Further information:

Learn more about ‘Jenny: Posed as a woman’ by watching ‘Brigstow Presents: Hidden Histories and Performing the Archive’ and visiting Brigstow’s project page.

Find out how the University of Bristol is marking LGBTQ+ History Month 2022.

Discover the wide range of undergraduate and postgraduate courses offered by the University of Bristol’s Faculty of Arts.

Where is the (cycling) revolution?

By Professor Martin Hurcombe, Professor of French Studies, School of Modern Languages

It’s a beautiful Saturday morning in May 2020. The sun is glinting off Chew Lake. There is the sound of birds I’m too ignorant to know the names of. And on both sides of the road there is a steady stream of cyclists. Not just the regular MAMILs* like me who you’ll always find out here this time of day, but cyclists of all ages and sizes, many of them on bikes a lot newer than mine. I count them over an hour; there are six cyclists for every motorist.

During those awful first weeks of lockdown, many of us found some respite from the horrors unfolding around us in our ability to cycle, run or just walk away from the homes and the online world to which we were otherwise confined. Bike sales went through the roof as we all realised that, once you take away the bulk of the traffic, roads make pretty good cycle paths and cycling is both an efficient and pleasant way of getting about (particularly when the sun shines).

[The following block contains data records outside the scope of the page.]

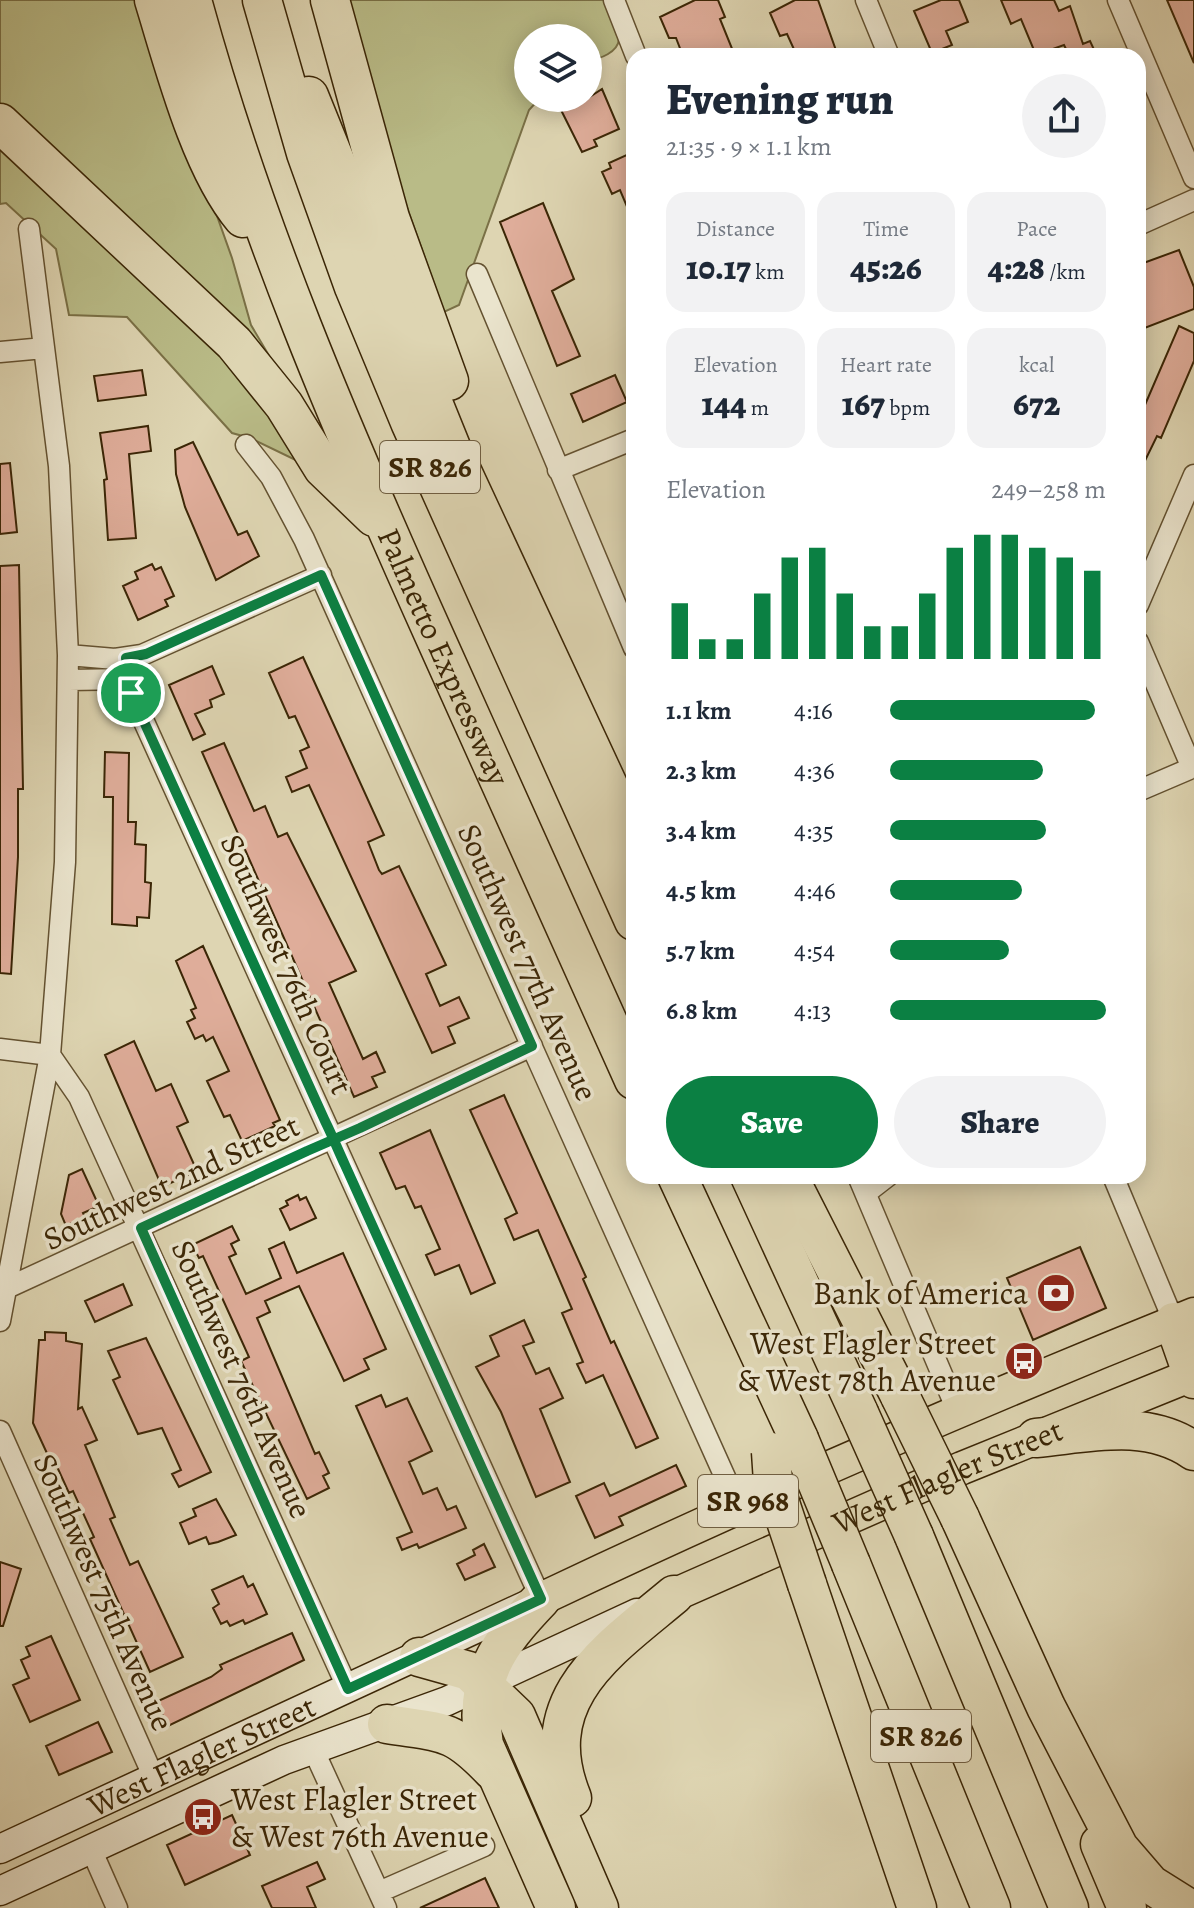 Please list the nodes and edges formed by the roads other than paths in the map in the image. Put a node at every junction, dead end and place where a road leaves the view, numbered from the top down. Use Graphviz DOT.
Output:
graph roads {
  1 [pos="154,0"];
  2 [pos="192,0"];
  3 [pos="264,0"];
  4 [pos="330,0"];
  5 [pos="614,0"];
  6 [pos="866,0"];
  7 [pos="1118,0"];
  8 [pos="633,48"];
  9 [pos="886,48"];
  10 [pos="1138,48"];
  11 [pos="1146,66"];
  12 [pos="0,123"];
  13 [pos="1194,178"];
  14 [pos="1194,200"];
  15 [pos="1146,221"];
  16 [pos="29,229"];
  17 [pos="272,254"];
  18 [pos="477,274"];
  19 [pos="44,348"];
  20 [pos="0,352"];
  21 [pos="626,442"];
  22 [pos="246,445"];
  23 [pos="558,470"];
  24 [pos="1194,475"];
  25 [pos="386,529"];
  26 [pos="321,575"];
  27 [pos="1146,586"];
  28 [pos="626,629"];
  29 [pos="68,655"];
  30 [pos="126,658"];
  31 [pos="1146,660"];
  32 [pos="554,665"];
  33 [pos="129,679"];
  34 [pos="69,680"];
  35 [pos="1193,768"];
  36 [pos="1146,788"];
  37 [pos="626,823"];
  38 [pos="626,903"];
  39 [pos="532,1046"];
  40 [pos="0,1049"];
  41 [pos="50,1055"];
  42 [pos="626,1062"];
  43 [pos="334,1140"];
  44 [pos="681,1184"];
  45 [pos="754,1184"];
  46 [pos="792,1184"];
  47 [pos="1117,1184"];
  48 [pos="862,1185"];
  49 [pos="141,1228"];
  50 [pos="7,1288"];
  51 [pos="0,1321"];
  52 [pos="1187,1324"];
  53 [pos="1194,1376"];
  54 [pos="957,1410"];
  55 [pos="0,1431"];
  56 [pos="1036,1438"];
  57 [pos="785,1446"];
  58 [pos="1194,1451"];
  59 [pos="738,1506"];
  60 [pos="674,1595"];
  61 [pos="541,1599"];
  62 [pos="419,1657"];
  63 [pos="485,1685"];
  64 [pos="348,1689"];
  65 [pos="1046,1707"];
  66 [pos="853,1719"];
  67 [pos="387,1724"];
  68 [pos="313,1749"];
  69 [pos="496,1773"];
  70 [pos="154,1778"];
  71 [pos="107,1800"];
  72 [pos="484,1846"];
  73 [pos="0,1849"];
  74 [pos="91,1849"];
  75 [pos="579,1860"];
  76 [pos="0,1891"];
  77 [pos="383,1900"];
  78 [pos="117,1908"];
  79 [pos="556,1908"];
  80 [pos="599,1908"];
  81 [pos="892,1908"];
  82 [pos="917,1908"];
  83 [pos="991,1908"];
  84 [pos="1069,1908"];
  85 [pos="1127,1908"];
  86 [pos="1188,1908"];
  1 -- 17 [label="highway"];
  2 -- 17 [label="highway, Palmetto Expressway / SR 826"];
  3 -- 32 [label="highway"];
  3 -- 38 [label="highway, Palmetto Expressway / SR 826"];
  4 -- 32 [label="highway"];
  5 -- 8 [label="street"];
  6 -- 9 [label="street"];
  7 -- 10 [label="street"];
  11 -- 13 [label="street"];
  12 -- 25 [label="highway"];
  14 -- 15 [label="street"];
  16 -- 19 [label="street"];
  17 -- 25 [label="highway, Palmetto Expressway / SR 826"];
  18 -- 23 [label="street"];
  19 -- 20 [label="street"];
  19 -- 29 [label="street"];
  21 -- 23 [label="street"];
  22 -- 26 [label="street, Southwest 77th Avenue"];
  23 -- 28 [label="street"];
  24 -- 27 [label="street"];
  25 -- 42 [label="highway, Palmetto Expressway / SR 826"];
  26 -- 30 [label="street"];
  26 -- 39 [label="street, Southwest 77th Avenue"];
  29 -- 30 [label="street"];
  29 -- 34 [label="street"];
  30 -- 33 [label="street, Southwest 76th Court"];
  31 -- 35 [label="street"];
  32 -- 37 [label="highway"];
  33 -- 34 [label="street"];
  33 -- 43 [label="street, Southwest 76th Court"];
  34 -- 41 [label="street"];
  35 -- 36 [label="street"];
  39 -- 43 [label="street, Southwest 2nd Street"];
  39 -- 59 [label="street, Southwest 77th Avenue"];
  40 -- 41 [label="street"];
  41 -- 49 [label="street, Southwest 76th Avenue"];
  41 -- 50 [label="street"];
  43 -- 49 [label="street, Southwest 2nd Street"];
  43 -- 61 [label="street, Southwest 76th Court"];
  44 -- 57 [label="highway, SR 826"];
  45 -- 84 [label="highway, SR 826, bridge"];
  46 -- 65 [label="highway, bridge"];
  47 -- 52 [label="street"];
  48 -- 54 [label="street"];
  49 -- 50 [label="street, Southwest 2nd Street"];
  49 -- 64 [label="street, Southwest 76th Avenue"];
  50 -- 51 [label="street"];
  52 -- 53 [label="highway"];
  52 -- 54 [label="main road, West Flagler Street / SR 968"];
  53 -- 56 [label="main road, West Flagler Street / SR 968"];
  54 -- 59 [label="main road, West Flagler Street / SR 968"];
  55 -- 70 [label="street, Southwest 75th Avenue"];
  56 -- 58 [label="highway"];
  56 -- 60 [label="main road, West Flagler Street / SR 968"];
  57 -- 66 [label="highway, bridge"];
  57 -- 83 [label="highway, SR 826, bridge"];
  59 -- 61 [label="main road, West Flagler Street / SR 968"];
  60 -- 63 [label="main road, West Flagler Street / SR 968"];
  60 -- 75 [label="highway"];
  61 -- 62 [label="main road, West Flagler Street / SR 968"];
  61 -- 63 [label="highway"];
  62 -- 63 [label="highway"];
  62 -- 64 [label="main road, West Flagler Street / SR 968"];
  63 -- 67 [label="main road, West Flagler Street / SR 968"];
  63 -- 69 [label="highway"];
  63 -- 75 [label="highway"];
  64 -- 68 [label="main road"];
  64 -- 70 [label="main road, West Flagler Street / SR 968"];
  65 -- 85 [label="highway"];
  65 -- 86 [label="highway"];
  66 -- 81 [label="highway"];
  66 -- 82 [label="highway"];
  67 -- 68 [label="main road, West Flagler Street / SR 968"];
  67 -- 69 [label="highway"];
  68 -- 74 [label="main road, West Flagler Street / SR 968"];
  68 -- 77 [label="street"];
  69 -- 79 [label="highway"];
  70 -- 71 [label="main road, West Flagler Street / SR 968"];
  71 -- 73 [label="main road, West Flagler Street / SR 968"];
  71 -- 74 [label="main road"];
  72 -- 77 [label="street"];
  74 -- 76 [label="main road, West Flagler Street / SR 968"];
  74 -- 78 [label="street"];
  75 -- 80 [label="highway"];
}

There was also a lot of serious debate about how the pandemic would transform our working lives. Most of us would probably be working from home for years. Time saved by not commuting could be reinvested in leisure; not the constant consumption of those tiresome pre-pandemic weekends spent trudging around out-of-town retail outlets, but what researchers call active leisure (running, walking, cycling, etc), activities that we could now integrate into our daily lives. Perhaps, despite the dystopia of a health service under constant strain, we could emerge healthier and happier as a nation. ‘A better world is possible’, the slogan painted onto the main road through Long Ashton declared as I cycled towards it on my first trip into Bristol coming out of lockdown.

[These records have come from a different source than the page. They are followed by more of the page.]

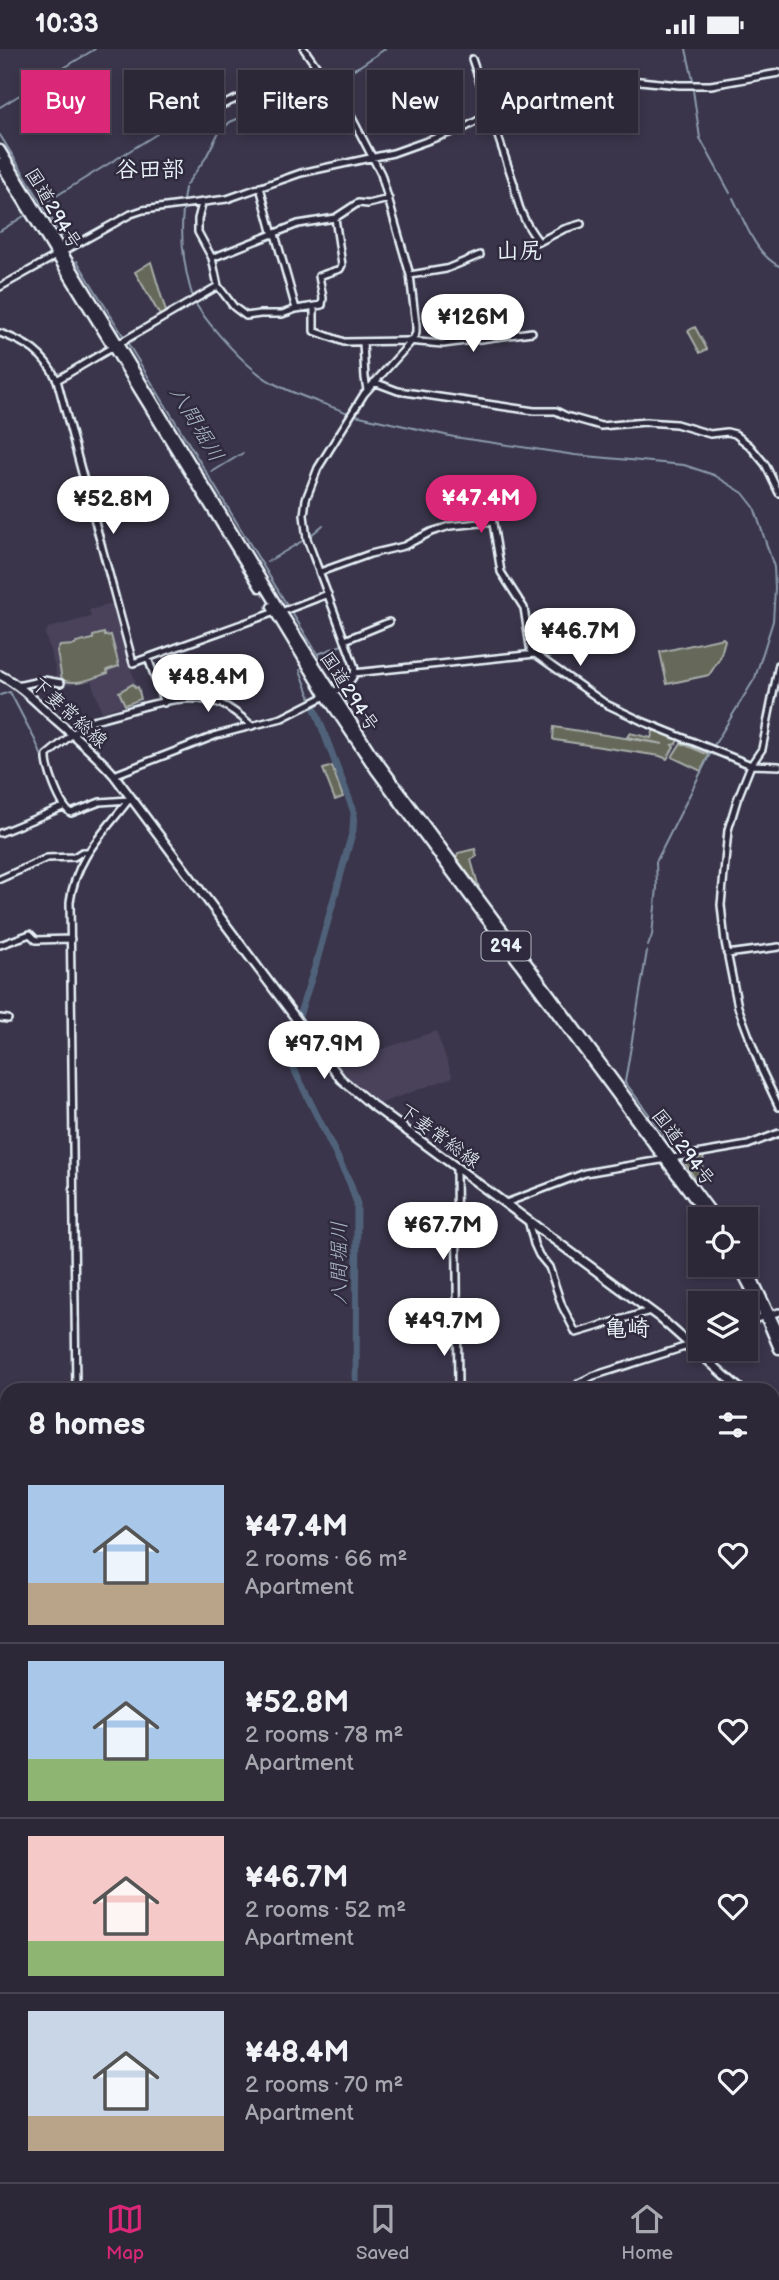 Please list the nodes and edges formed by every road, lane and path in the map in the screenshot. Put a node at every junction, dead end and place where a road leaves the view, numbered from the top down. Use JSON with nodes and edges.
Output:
{"nodes":[{"id":1,"x":304,"y":49,"type":"edge"},
{"id":2,"x":472,"y":59,"type":"dead end"},
{"id":3,"x":318,"y":68,"type":"junction"},
{"id":4,"x":477,"y":73,"type":"edge"},
{"id":5,"x":779,"y":73,"type":"edge"},
{"id":6,"x":638,"y":80,"type":"edge"},
{"id":7,"x":224,"y":104,"type":"edge"},
{"id":8,"x":477,"y":121,"type":"edge"},
{"id":9,"x":497,"y":133,"type":"edge"},
{"id":10,"x":0,"y":150,"type":"edge"},
{"id":11,"x":373,"y":158,"type":"junction"},
{"id":12,"x":0,"y":163,"type":"edge"},
{"id":13,"x":260,"y":187,"type":"junction"},
{"id":14,"x":389,"y":199,"type":"junction"},
{"id":15,"x":202,"y":204,"type":"junction"},
{"id":16,"x":335,"y":218,"type":"junction"},
{"id":17,"x":581,"y":224,"type":"dead end"},
{"id":18,"x":274,"y":234,"type":"junction"},
{"id":19,"x":60,"y":255,"type":"junction"},
{"id":20,"x":480,"y":255,"type":"dead end"},
{"id":21,"x":212,"y":258,"type":"junction"},
{"id":22,"x":411,"y":275,"type":"junction"},
{"id":23,"x":218,"y":286,"type":"junction"},
{"id":24,"x":0,"y":287,"type":"edge"},
{"id":25,"x":314,"y":307,"type":"junction"},
{"id":26,"x":296,"y":309,"type":"junction"},
{"id":27,"x":532,"y":332,"type":"dead end"},
{"id":28,"x":0,"y":333,"type":"edge"},
{"id":29,"x":412,"y":341,"type":"junction"},
{"id":30,"x":363,"y":342,"type":"junction"},
{"id":31,"x":120,"y":343,"type":"junction"},
{"id":32,"x":57,"y":380,"type":"junction"},
{"id":33,"x":374,"y":382,"type":"junction"},
{"id":34,"x":367,"y":390,"type":"junction"},
{"id":35,"x":779,"y":493,"type":"edge"},
{"id":36,"x":490,"y":505,"type":"dead end"},
{"id":37,"x":492,"y":522,"type":"junction"},
{"id":38,"x":320,"y":572,"type":"junction"},
{"id":39,"x":328,"y":594,"type":"junction"},
{"id":40,"x":278,"y":612,"type":"junction"},
{"id":41,"x":389,"y":622,"type":"dead end"},
{"id":42,"x":345,"y":640,"type":"junction"},
{"id":43,"x":531,"y":653,"type":"junction"},
{"id":44,"x":148,"y":658,"type":"junction"},
{"id":45,"x":779,"y":664,"type":"edge"},
{"id":46,"x":355,"y":673,"type":"junction"},
{"id":47,"x":0,"y":675,"type":"edge"},
{"id":48,"x":61,"y":683,"type":"dead end"},
{"id":49,"x":17,"y":686,"type":"junction"},
{"id":50,"x":329,"y":694,"type":"junction"},
{"id":51,"x":164,"y":703,"type":"junction"},
{"id":52,"x":252,"y":726,"type":"junction"},
{"id":53,"x":73,"y":734,"type":"junction"},
{"id":54,"x":751,"y":765,"type":"junction"},
{"id":55,"x":779,"y":766,"type":"edge"},
{"id":56,"x":114,"y":775,"type":"junction"},
{"id":57,"x":130,"y":798,"type":"junction"},
{"id":58,"x":63,"y":807,"type":"junction"},
{"id":59,"x":0,"y":832,"type":"edge"},
{"id":60,"x":87,"y":852,"type":"junction"},
{"id":61,"x":0,"y":879,"type":"edge"},
{"id":62,"x":71,"y":939,"type":"junction"},
{"id":63,"x":0,"y":945,"type":"edge"},
{"id":64,"x":779,"y":947,"type":"edge"},
{"id":65,"x":727,"y":954,"type":"junction"},
{"id":66,"x":0,"y":1017,"type":"edge"},
{"id":67,"x":8,"y":1019,"type":"dead end"},
{"id":68,"x":779,"y":1107,"type":"edge"},
{"id":69,"x":779,"y":1133,"type":"edge"},
{"id":70,"x":670,"y":1159,"type":"junction"},
{"id":71,"x":456,"y":1167,"type":"junction"},
{"id":72,"x":506,"y":1203,"type":"junction"},
{"id":73,"x":701,"y":1207,"type":"edge"},
{"id":74,"x":708,"y":1207,"type":"edge"},
{"id":75,"x":528,"y":1220,"type":"junction"},
{"id":76,"x":746,"y":1277,"type":"edge"},
{"id":77,"x":752,"y":1277,"type":"edge"},
{"id":78,"x":650,"y":1311,"type":"junction"},
{"id":79,"x":772,"y":1314,"type":"edge"},
{"id":80,"x":779,"y":1334,"type":"edge"},
{"id":81,"x":688,"y":1343,"type":"edge"},
{"id":82,"x":688,"y":1346,"type":"edge"},
{"id":83,"x":779,"y":1349,"type":"edge"},
{"id":84,"x":710,"y":1362,"type":"edge"},
{"id":85,"x":76,"y":1383,"type":"edge"},
{"id":86,"x":458,"y":1383,"type":"edge"},
{"id":87,"x":579,"y":1383,"type":"edge"},
{"id":88,"x":733,"y":1383,"type":"edge"}],
"edges":[{"from":1,"to":3,"type":"street"},
{"from":2,"to":4,"type":"street"},
{"from":3,"to":7,"type":"street"},
{"from":3,"to":11,"type":"street"},
{"from":5,"to":6,"type":"street"},
{"from":8,"to":11,"type":"street"},
{"from":9,"to":17,"type":"street"},
{"from":10,"to":19,"type":"highway","name":"国道294号","number":"294"},
{"from":11,"to":13,"type":"street"},
{"from":11,"to":14,"type":"street"},
{"from":12,"to":19,"type":"highway","name":"国道294号","number":"294"},
{"from":13,"to":15,"type":"street"},
{"from":13,"to":18,"type":"street"},
{"from":14,"to":16,"type":"street"},
{"from":14,"to":22,"type":"street"},
{"from":15,"to":19,"type":"street"},
{"from":15,"to":21,"type":"street"},
{"from":16,"to":18,"type":"street"},
{"from":16,"to":25,"type":"street"},
{"from":18,"to":21,"type":"street"},
{"from":18,"to":26,"type":"street"},
{"from":19,"to":24,"type":"street"},
{"from":19,"to":31,"type":"highway","name":"国道294号","number":"294"},
{"from":20,"to":22,"type":"street"},
{"from":21,"to":23,"type":"street"},
{"from":22,"to":29,"type":"street"},
{"from":23,"to":26,"type":"street"},
{"from":23,"to":31,"type":"street"},
{"from":25,"to":26,"type":"street"},
{"from":25,"to":30,"type":"street"},
{"from":27,"to":29,"type":"street"},
{"from":28,"to":32,"type":"street"},
{"from":29,"to":30,"type":"street"},
{"from":29,"to":33,"type":"street"},
{"from":30,"to":34,"type":"street"},
{"from":31,"to":32,"type":"street"},
{"from":31,"to":40,"type":"highway","name":"国道294号","number":"294"},
{"from":32,"to":44,"type":"street"},
{"from":33,"to":34,"type":"street"},
{"from":33,"to":35,"type":"street"},
{"from":34,"to":38,"type":"street"},
{"from":36,"to":37,"type":"street"},
{"from":37,"to":38,"type":"street"},
{"from":37,"to":43,"type":"street"},
{"from":38,"to":39,"type":"street"},
{"from":39,"to":40,"type":"street"},
{"from":39,"to":42,"type":"street"},
{"from":40,"to":44,"type":"street"},
{"from":40,"to":50,"type":"highway","name":"国道294号","number":"294"},
{"from":41,"to":42,"type":"street"},
{"from":42,"to":46,"type":"street"},
{"from":43,"to":46,"type":"street"},
{"from":43,"to":54,"type":"street"},
{"from":44,"to":51,"type":"street"},
{"from":45,"to":54,"type":"street"},
{"from":46,"to":50,"type":"street"},
{"from":47,"to":49,"type":"main road","name":"下妻常総線"},
{"from":48,"to":49,"type":"street"},
{"from":49,"to":53,"type":"main road","name":"下妻常総線"},
{"from":50,"to":52,"type":"street"},
{"from":50,"to":70,"type":"highway","name":"国道294号","number":"294"},
{"from":51,"to":52,"type":"street"},
{"from":51,"to":53,"type":"street"},
{"from":52,"to":56,"type":"street"},
{"from":53,"to":56,"type":"main road","name":"下妻常総線"},
{"from":53,"to":58,"type":"street"},
{"from":54,"to":55,"type":"street"},
{"from":54,"to":65,"type":"street"},
{"from":56,"to":57,"type":"main road","name":"下妻常総線"},
{"from":57,"to":58,"type":"street"},
{"from":57,"to":60,"type":"street"},
{"from":57,"to":71,"type":"main road","name":"下妻常総線"},
{"from":58,"to":59,"type":"street"},
{"from":60,"to":61,"type":"street"},
{"from":60,"to":62,"type":"street"},
{"from":62,"to":63,"type":"street"},
{"from":62,"to":85,"type":"street"},
{"from":64,"to":65,"type":"street"},
{"from":65,"to":68,"type":"street"},
{"from":66,"to":67,"type":"street"},
{"from":69,"to":70,"type":"street"},
{"from":70,"to":72,"type":"street"},
{"from":70,"to":73,"type":"highway","name":"国道294号","number":"294"},
{"from":70,"to":74,"type":"highway","name":"国道294号","number":"294"},
{"from":71,"to":72,"type":"main road","name":"下妻常総線"},
{"from":71,"to":86,"type":"street"},
{"from":72,"to":75,"type":"main road","name":"下妻常総線"},
{"from":75,"to":78,"type":"main road","name":"下妻常総線"},
{"from":75,"to":78,"type":"street"},
{"from":76,"to":79,"type":"highway"},
{"from":77,"to":79,"type":"highway"},
{"from":78,"to":81,"type":"main road","name":"下妻常総線"},
{"from":79,"to":80,"type":"highway"},
{"from":79,"to":83,"type":"highway"},
{"from":82,"to":87,"type":"street"},
{"from":84,"to":88,"type":"main road","name":"下妻常総線"}]}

Yellow heart painted on road surface with image of a bike within the heart

We caught some of this spirit in Active in Lockdown (AIL), a project that Dr Melanie Chalder (Bristol Medical School) and I ran in collaboration with Knowle West Media Centre. By collecting social media posts, and helping volunteers to capture and reflect upon their experiences of cycling, running, or walking during the three national lockdowns, AIL attempted to record the huge surge in active leisure in Bristol and the surrounding area.

I still see that slogan as I commute through Long Ashton on my bike. It’s beginning to re-emerge after being painted over by the authorities eager perhaps not to raise our hopes. It’s re-emerging because the paint used to cover it is being eroded by the cars that have now returned to our roads. Traffic levels are rapidly approaching pre-pandemic levels and congestion is returning to our city centres. It is hard to remember that, only a year ago, we stood on our doorsteps applauding keyworkers and swearing to protect the NHS. In our headlong rush to get back to our old way of living, though, we seem determined as a society to spend even more time in its care.

So, I’m left asking: Where are all the lovely new bikes of 2020 and the revolution we dared to dream of? We hope that global leaders will emerge from COP26 with the roadmap to a world that looks better than the course we are currently set upon. But is ‘A world not as bad as it could have been’ our only hope? And what is it that towns, employers, and individuals can do to help our roads contribute to our wellbeing rather than to be a major source of global decline? The stories captured by AIL can help here. They tell us about the wellbeing that comes with active leisure, but also the conditions needed to facilitate it: safe, clean, congestion-free spaces available for all.